Jana Shortal. Photo by Carly Danek

The Second Annual Golden Valley Pride Festival is right around the corner on June 11 from noon to 6 p.m. Hosted at Brookview Park, Golden Valley Pride Festival will have music performances, activities for kids, food trucks, and an interfaith church service. This year’s Pride Festival is geared toward the whole family, so whether you’re eight, 80, or somewhere in between, there’s bound to be something for you. This year, some new events and activities will be offered to participants including the Pride Color Run hosted by the local Girl Scouts, a Lavender-sponsored beer garden featuring local beer on tap, pet-friendly events including pet pilates and a pet treat food truck, and new festival merchandise including glitter ink tattoos, beer tumblers, bracelets, beads, and T-shirts.

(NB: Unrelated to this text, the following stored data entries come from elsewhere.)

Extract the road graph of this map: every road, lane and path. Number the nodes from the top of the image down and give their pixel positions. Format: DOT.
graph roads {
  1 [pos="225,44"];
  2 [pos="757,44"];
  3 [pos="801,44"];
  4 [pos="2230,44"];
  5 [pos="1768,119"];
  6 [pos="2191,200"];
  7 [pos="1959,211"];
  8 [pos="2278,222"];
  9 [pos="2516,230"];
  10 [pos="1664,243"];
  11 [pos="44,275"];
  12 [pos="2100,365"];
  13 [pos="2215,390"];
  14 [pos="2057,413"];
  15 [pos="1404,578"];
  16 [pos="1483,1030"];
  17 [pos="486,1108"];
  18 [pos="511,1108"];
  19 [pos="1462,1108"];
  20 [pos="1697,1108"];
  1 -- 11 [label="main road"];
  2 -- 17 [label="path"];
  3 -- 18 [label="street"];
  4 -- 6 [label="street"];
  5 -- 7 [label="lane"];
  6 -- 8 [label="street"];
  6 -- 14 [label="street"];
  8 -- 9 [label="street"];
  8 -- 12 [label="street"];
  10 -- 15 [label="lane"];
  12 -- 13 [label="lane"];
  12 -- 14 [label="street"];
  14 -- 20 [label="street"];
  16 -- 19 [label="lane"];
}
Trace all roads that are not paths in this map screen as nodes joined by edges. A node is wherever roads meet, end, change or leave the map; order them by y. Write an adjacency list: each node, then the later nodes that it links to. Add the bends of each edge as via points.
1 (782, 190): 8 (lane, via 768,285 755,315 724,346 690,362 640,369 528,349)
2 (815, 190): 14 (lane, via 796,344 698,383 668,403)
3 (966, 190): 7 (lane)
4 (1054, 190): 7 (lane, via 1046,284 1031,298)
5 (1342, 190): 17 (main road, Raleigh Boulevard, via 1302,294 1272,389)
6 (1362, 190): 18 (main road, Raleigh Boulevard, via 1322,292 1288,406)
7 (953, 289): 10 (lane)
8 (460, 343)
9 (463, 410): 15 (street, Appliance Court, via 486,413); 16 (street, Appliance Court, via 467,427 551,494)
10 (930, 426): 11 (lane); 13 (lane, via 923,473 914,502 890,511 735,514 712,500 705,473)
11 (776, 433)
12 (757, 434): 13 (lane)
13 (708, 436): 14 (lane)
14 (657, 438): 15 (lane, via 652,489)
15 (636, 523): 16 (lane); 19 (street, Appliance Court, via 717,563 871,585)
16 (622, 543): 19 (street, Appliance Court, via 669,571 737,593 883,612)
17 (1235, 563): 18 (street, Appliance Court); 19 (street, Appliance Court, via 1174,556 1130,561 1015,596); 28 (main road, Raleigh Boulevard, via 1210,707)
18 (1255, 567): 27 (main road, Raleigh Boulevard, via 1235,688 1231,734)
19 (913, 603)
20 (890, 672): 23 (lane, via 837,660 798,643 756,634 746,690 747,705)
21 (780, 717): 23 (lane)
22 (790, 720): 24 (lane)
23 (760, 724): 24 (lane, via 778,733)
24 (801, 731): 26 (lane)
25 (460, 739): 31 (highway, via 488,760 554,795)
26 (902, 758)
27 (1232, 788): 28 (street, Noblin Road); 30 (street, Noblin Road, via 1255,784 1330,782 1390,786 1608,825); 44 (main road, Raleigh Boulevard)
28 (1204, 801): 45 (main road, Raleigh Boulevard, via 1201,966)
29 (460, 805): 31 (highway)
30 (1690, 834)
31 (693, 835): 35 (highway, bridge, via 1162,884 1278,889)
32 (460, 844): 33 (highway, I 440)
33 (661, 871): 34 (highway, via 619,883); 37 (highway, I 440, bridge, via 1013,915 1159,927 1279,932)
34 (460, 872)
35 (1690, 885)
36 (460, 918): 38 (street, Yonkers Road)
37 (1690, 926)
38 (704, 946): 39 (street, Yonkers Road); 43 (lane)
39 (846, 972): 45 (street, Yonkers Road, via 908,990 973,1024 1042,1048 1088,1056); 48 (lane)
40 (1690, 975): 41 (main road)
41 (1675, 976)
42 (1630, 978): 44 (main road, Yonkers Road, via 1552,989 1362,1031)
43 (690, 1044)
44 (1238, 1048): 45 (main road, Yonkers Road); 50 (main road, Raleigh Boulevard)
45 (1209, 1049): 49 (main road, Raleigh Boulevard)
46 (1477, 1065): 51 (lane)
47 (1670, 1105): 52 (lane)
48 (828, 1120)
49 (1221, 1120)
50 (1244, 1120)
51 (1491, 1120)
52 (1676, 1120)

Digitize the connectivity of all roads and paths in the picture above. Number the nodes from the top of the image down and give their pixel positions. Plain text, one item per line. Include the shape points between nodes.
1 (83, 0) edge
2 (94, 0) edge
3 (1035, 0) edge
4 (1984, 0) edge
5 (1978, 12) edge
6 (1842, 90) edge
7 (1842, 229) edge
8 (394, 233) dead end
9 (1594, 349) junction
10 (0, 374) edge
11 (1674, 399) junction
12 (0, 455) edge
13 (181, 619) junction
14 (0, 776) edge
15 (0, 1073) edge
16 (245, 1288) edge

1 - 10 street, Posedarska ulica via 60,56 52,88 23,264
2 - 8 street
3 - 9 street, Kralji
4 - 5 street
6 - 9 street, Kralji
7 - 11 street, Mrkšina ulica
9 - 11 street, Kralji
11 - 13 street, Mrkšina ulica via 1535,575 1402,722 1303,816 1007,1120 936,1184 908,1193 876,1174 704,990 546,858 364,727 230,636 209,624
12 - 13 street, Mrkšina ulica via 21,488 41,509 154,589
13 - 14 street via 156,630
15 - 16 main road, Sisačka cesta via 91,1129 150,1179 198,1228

Because more gay couples, including married and unmarried, live in Golden Valley than any other city in Minnesota, it is the perfect location to celebrate your life, your love, and who you are. “Golden Valley has led the way in its openness to diversity. In 2012, Golden Valley city leaders officially supported equality and marriage rights by creating one of the earliest civil union registries,” says John Kluchka, Golden Valley Pride Festival team co-chair. Local community businesses and individuals help privately fund the event. Among these are General Mills, Borton Volvo, Lavender magazine, Seattle Sutton’s Healthy Eating, The UPS Store, Allianz, Keller Williams Realty Elite Ziegelman Team, Lunds & Byerly’s, Sunrise Senior Living of Golden Valley, Edina Realty City Lakes Office, and Orthology.

Photo courtesy of Golden Valley Pride Festival

This year, Golden Valley Pride Festival is being hosted by Jana Shortal, reporter and co-anchor of Breaking the News on KARE 11. Shortal was honored to get involved in Golden Valley Pride Festival, especially because Golden Valley, where KARE 11 is located, is considered a second home to Shortal. As the host, Shortal is responsible for making sure the event runs smoothly. She will be introducing the musicians and speakers and directing an event that is based on the premise that this is a place to love, to be loved, and to have fun as a community.

As a member of the GLBTQ community, Shortal is grateful for the festival because it is a time to celebrate who we are, who we love, what the community has struggled through, and where we are now. “People gave their lives in this fight for equality. This didn’t just ‘happen’ — this isn’t just a party. This, to me, is a sacred time to look back at our history and realize our present. While we have so much, some still do not. Some still will lose their jobs for being gay. In THIS country. So while Pride celebrates our community, we must remember how we got here,” says Shortal.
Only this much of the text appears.